Caring for carers
Catholic Weekly (25 November 2001) by Kathleen Carmody
Members of the Carers and Parents Support Group
Full-time carers, unsung heroes in their own right, are being offered a helping hand by another band of Catholic 'volunteers'. Kathleen Carmody writes
Looking after a child or spouse with a disability or degenerative disease is a difficult, often thankless, task. Rather than being recognised for their heroic efforts, people who have taken on the full-time care of another can find themselves alone, unsupported and misunderstood.
In response to this lack of support, the Catholic Women's League at Eastwood has for the past seven years been running a monthly support group for these forgotten "volunteers".
The Carers and Parents Support Group meets once a month at St Kevin's Catholic Church, Eastwood, where the carers can mix with others in similar situations. This month's meeting - the last for the year - was attended by around 20 carers.
The group co-ordinator, Maureen Mees, says: "We haven't got the people to go out and actively help so we put on this luncheon meeting and invite any carers that we know of - it's open to all carers - and give them lunch and (have) a chatter and then we have a meeting, or speech or discussions.
"It's a support group."
Its function, she says, is twofold. "They get the support from those of us who aren't carers ourselves - they're just so appreciative of what we do - (and) they also find comfort in one another; meeting up with friends that can understand properly," she says.
"I can be sympathetic but I haven't been there."
The Carers Group does not provide any "pro fessional" assistance, either medical or psychological; it is merely a friendship and support group. But the carers say that even that small lunch meeting once a month goes a long way to making their lot more bearable.
Jean Underwood, whose Down's Syndrome son died two years ago, still attends when she can. She says the Carers and Parents Support Group is a wonderful initiative.
"Andrew was 34 when he died," she says. "And in those days there was just nothing, nothing at all. I think for people having somewhere to go and to talk to others who've had problems as well, that's very important."
Stan Norton, who is caring for his dementia-suffering wife, agrees.
"It just lets you get out and you meet other people and you get an appreciation that everybody's got some problems," he says.
Maureen Mees says there is great concern among carers, many of whom are ageing, about what will happen to their children when they get ill or die.
There is little or no residential support or respite care, particularly for the severely disabled, and even what is available generally suffers from a lack of resources.

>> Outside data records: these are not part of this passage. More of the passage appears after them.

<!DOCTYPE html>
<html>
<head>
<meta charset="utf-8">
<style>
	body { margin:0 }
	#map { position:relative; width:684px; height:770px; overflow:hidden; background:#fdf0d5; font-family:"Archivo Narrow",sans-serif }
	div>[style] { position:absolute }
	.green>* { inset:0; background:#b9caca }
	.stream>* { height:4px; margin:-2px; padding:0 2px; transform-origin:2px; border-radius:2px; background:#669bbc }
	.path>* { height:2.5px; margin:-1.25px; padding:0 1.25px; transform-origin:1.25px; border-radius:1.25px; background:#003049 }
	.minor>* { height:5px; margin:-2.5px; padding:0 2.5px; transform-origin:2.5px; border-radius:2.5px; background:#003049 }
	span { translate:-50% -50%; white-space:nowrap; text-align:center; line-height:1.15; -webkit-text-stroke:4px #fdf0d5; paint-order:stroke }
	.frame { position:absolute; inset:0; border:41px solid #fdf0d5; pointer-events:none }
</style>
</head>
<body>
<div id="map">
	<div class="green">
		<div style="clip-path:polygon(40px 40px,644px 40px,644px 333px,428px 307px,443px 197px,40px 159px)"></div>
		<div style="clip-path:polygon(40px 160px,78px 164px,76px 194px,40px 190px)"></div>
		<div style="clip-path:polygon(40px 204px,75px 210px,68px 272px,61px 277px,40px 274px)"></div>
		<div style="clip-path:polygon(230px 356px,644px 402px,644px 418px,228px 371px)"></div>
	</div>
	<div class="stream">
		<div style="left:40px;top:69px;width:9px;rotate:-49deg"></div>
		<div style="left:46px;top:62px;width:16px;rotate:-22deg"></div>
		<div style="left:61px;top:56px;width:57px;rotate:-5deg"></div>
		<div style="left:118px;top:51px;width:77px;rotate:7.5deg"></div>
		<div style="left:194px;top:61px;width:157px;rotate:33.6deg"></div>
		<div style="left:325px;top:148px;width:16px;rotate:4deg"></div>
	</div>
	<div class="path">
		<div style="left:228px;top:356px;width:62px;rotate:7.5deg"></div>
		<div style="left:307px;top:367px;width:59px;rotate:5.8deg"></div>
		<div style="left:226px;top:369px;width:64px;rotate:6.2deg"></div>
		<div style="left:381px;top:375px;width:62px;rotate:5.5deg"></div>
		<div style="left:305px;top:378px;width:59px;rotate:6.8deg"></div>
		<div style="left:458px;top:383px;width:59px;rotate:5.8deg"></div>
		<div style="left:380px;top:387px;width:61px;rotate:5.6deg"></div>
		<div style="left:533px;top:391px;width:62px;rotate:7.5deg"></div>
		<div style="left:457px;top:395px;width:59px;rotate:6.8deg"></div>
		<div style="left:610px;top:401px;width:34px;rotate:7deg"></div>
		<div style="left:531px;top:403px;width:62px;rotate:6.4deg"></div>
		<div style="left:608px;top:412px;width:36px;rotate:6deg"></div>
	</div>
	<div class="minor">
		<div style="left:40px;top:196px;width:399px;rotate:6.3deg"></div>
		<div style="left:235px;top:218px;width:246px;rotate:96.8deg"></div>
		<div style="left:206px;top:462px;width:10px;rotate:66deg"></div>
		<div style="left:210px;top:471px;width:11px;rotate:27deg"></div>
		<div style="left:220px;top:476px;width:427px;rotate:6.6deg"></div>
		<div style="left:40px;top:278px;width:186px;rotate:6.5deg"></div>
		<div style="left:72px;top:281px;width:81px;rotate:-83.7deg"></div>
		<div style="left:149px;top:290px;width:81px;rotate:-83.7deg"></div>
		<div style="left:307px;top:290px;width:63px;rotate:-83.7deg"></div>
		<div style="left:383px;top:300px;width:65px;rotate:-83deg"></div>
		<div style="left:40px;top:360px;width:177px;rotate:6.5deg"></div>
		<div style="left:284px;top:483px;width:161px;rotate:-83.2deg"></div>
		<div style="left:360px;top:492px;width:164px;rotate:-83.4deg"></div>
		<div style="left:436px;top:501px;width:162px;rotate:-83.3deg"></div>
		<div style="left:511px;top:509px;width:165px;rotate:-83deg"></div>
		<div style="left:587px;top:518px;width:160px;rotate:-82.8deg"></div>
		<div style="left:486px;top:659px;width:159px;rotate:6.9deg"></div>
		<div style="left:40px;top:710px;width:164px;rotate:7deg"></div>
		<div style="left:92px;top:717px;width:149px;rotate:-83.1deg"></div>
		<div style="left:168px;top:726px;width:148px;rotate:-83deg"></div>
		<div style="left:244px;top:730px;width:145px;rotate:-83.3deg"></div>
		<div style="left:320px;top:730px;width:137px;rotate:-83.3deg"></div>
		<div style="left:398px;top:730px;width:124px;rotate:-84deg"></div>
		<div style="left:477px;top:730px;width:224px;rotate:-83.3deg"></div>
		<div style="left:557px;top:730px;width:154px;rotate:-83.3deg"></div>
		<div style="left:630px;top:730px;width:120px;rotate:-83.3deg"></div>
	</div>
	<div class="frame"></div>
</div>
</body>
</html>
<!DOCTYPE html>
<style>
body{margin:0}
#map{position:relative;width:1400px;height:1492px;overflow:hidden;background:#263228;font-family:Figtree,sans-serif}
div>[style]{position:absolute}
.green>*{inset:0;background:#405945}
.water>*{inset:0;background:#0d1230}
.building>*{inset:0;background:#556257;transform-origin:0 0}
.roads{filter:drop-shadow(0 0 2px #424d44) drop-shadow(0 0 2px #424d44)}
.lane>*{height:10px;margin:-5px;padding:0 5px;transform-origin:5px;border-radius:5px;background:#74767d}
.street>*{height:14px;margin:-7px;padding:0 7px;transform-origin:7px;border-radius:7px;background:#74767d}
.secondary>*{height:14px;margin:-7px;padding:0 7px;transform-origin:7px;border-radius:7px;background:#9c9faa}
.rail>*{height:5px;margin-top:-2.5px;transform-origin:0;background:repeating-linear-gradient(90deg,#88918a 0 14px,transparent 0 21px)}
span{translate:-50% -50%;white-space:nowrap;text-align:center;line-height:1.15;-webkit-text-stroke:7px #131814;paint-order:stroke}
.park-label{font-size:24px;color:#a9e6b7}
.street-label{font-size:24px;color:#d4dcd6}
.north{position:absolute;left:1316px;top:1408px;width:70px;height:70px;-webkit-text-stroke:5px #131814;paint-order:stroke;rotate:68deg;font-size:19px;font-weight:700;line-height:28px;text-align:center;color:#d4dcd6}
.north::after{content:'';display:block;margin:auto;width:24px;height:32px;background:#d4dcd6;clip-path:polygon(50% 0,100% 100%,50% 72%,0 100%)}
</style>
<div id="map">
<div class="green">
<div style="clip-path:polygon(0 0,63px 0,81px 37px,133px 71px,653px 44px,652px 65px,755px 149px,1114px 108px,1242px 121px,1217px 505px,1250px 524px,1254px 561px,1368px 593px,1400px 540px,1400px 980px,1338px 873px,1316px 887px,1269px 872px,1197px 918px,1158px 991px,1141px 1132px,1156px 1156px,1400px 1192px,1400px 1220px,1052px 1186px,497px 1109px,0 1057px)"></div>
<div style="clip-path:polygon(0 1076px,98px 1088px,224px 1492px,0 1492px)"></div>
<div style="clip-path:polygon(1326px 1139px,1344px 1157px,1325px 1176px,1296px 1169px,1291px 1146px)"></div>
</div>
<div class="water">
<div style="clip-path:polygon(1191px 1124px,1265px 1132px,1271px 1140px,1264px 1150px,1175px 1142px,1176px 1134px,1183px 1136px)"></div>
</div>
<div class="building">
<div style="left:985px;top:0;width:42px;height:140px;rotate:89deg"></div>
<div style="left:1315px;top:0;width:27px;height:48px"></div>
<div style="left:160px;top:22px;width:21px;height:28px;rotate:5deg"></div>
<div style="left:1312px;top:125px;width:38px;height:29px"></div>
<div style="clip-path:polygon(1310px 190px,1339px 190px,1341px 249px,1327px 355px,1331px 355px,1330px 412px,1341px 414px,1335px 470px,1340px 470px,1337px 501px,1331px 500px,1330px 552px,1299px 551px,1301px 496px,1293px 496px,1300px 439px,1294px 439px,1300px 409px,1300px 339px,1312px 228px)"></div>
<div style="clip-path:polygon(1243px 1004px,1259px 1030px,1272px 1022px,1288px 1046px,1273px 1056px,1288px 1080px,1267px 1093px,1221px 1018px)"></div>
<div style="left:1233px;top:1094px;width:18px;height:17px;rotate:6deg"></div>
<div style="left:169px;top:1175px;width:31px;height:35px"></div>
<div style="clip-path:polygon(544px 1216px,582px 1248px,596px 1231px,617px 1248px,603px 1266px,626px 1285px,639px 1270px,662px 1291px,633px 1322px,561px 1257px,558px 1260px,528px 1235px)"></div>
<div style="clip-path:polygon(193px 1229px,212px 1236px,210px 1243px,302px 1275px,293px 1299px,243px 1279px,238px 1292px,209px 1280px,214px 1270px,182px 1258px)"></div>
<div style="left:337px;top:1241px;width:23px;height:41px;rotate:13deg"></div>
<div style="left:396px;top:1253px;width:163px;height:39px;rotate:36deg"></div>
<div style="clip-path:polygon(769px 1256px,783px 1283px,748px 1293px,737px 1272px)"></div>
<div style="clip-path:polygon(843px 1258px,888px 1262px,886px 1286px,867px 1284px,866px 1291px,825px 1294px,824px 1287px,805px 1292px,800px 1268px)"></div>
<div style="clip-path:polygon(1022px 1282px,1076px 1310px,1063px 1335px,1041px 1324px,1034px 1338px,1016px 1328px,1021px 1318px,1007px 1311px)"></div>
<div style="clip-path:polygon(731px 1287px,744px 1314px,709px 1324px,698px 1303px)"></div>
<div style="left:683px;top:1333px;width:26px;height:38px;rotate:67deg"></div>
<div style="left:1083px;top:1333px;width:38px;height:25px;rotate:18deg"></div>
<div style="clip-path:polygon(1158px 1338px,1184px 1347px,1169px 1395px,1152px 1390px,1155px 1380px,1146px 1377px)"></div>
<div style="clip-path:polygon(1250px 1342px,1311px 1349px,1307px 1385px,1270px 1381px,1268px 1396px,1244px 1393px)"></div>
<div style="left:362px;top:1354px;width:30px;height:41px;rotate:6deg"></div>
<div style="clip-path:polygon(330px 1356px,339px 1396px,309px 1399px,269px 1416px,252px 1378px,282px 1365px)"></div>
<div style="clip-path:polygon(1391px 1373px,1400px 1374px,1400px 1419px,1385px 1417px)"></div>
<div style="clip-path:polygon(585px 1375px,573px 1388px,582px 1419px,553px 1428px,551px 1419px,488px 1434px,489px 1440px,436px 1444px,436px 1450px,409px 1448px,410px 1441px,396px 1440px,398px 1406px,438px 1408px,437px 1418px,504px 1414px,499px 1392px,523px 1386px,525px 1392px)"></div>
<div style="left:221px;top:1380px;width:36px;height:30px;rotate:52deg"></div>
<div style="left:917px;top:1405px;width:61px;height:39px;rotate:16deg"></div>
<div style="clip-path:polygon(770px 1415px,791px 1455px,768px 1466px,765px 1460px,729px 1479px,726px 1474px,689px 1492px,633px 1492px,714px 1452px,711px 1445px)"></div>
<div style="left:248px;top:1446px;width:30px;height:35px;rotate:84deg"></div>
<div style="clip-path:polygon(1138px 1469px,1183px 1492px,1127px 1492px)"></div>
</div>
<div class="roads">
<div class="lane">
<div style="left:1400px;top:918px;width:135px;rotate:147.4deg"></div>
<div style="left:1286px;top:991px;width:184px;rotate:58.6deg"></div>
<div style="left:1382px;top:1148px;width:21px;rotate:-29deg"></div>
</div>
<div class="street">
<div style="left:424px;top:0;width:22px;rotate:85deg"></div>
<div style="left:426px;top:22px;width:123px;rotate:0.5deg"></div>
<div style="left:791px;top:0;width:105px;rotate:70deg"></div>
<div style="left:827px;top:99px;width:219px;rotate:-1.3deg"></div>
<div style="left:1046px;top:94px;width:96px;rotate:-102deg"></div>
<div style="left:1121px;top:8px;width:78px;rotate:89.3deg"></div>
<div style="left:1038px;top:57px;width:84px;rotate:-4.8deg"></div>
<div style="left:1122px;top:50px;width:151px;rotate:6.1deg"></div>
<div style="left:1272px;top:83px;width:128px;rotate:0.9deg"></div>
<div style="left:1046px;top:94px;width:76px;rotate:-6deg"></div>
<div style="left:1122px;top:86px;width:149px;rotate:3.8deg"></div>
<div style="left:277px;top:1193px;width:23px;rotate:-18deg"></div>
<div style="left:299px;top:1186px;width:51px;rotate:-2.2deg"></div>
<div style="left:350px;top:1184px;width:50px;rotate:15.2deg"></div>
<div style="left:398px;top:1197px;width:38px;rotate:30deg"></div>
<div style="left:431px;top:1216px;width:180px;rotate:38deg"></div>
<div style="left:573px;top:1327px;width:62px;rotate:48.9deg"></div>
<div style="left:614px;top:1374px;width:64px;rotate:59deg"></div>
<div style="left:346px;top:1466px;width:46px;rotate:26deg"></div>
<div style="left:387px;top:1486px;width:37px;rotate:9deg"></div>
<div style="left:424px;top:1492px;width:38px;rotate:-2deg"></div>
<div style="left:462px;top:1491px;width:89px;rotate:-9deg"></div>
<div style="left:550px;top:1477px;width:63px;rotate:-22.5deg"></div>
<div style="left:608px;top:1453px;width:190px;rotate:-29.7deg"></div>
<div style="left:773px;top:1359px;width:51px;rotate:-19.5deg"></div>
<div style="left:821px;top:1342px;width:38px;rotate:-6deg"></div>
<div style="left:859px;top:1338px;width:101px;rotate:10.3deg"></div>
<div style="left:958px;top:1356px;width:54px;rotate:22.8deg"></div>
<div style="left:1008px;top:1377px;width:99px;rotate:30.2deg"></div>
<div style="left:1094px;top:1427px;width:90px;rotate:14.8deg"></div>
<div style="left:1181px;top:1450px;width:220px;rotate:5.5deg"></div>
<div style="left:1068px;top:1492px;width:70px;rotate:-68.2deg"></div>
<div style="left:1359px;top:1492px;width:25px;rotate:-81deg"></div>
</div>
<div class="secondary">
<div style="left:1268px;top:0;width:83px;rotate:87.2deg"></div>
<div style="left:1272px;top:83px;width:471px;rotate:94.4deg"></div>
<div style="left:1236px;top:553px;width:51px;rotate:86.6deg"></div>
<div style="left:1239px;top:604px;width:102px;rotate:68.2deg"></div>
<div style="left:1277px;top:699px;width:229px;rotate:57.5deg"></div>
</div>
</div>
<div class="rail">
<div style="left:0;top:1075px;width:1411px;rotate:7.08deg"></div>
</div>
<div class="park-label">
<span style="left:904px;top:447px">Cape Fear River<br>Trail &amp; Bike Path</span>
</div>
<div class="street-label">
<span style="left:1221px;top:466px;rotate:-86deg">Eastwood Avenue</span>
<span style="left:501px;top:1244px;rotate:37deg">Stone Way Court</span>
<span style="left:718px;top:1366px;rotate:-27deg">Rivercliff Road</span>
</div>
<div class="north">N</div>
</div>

"There are at least four (in the group) who have adult children who've been disabled since birth," says Maureen. "It's always been a struggle, but now they're wondering, coming up to retirement age, what is the future for them if anything happens?
"Respite care is in short supply. They need regular respite care and some kind of set-up where they know - especially ones who have kept kids at home and who aren't used to institutions - what's going to happen to them.
"So much of what's there is for the disabled who are moderately disabled … there's reasonable help for them, but for ones that are really needing 24-hour attention there is almost no satisfactory help."
Maureen says that lack of funding and qualified staff often leads to support homes - which are usually operated by churches or charities - closing down.
"It's touch and go with these homes all the time," she says. "Somebody with a 30-year-old disabled child doesn't know where they'll be in 10 years time."
Maureen says that taking on the running of the carers group has been a real eye-opener for her.
"I'm very vocal about putting their case for them for better awareness of their position," she says.
"We have to be more aware, especially through the Catholic Church, to give some more support generally - not just from the top down but from the bottom up."
Maureen says she will keep running the group for as long as she can. She hopes, too, that other areas will follow the lead of the Eastwood branch and set up their own groups.
"I've learned so much," she says. "As long as we are needed I will be backing the group and doing what I can.
"That's how I feel now and the others that come from the Catholic Women's League get so much out of it ourselves that we'll keep going.
"But we certainly need more support.
"There are other areas where this could be done with no more effort than we do. I'd like to see it in other areas," Maureen says.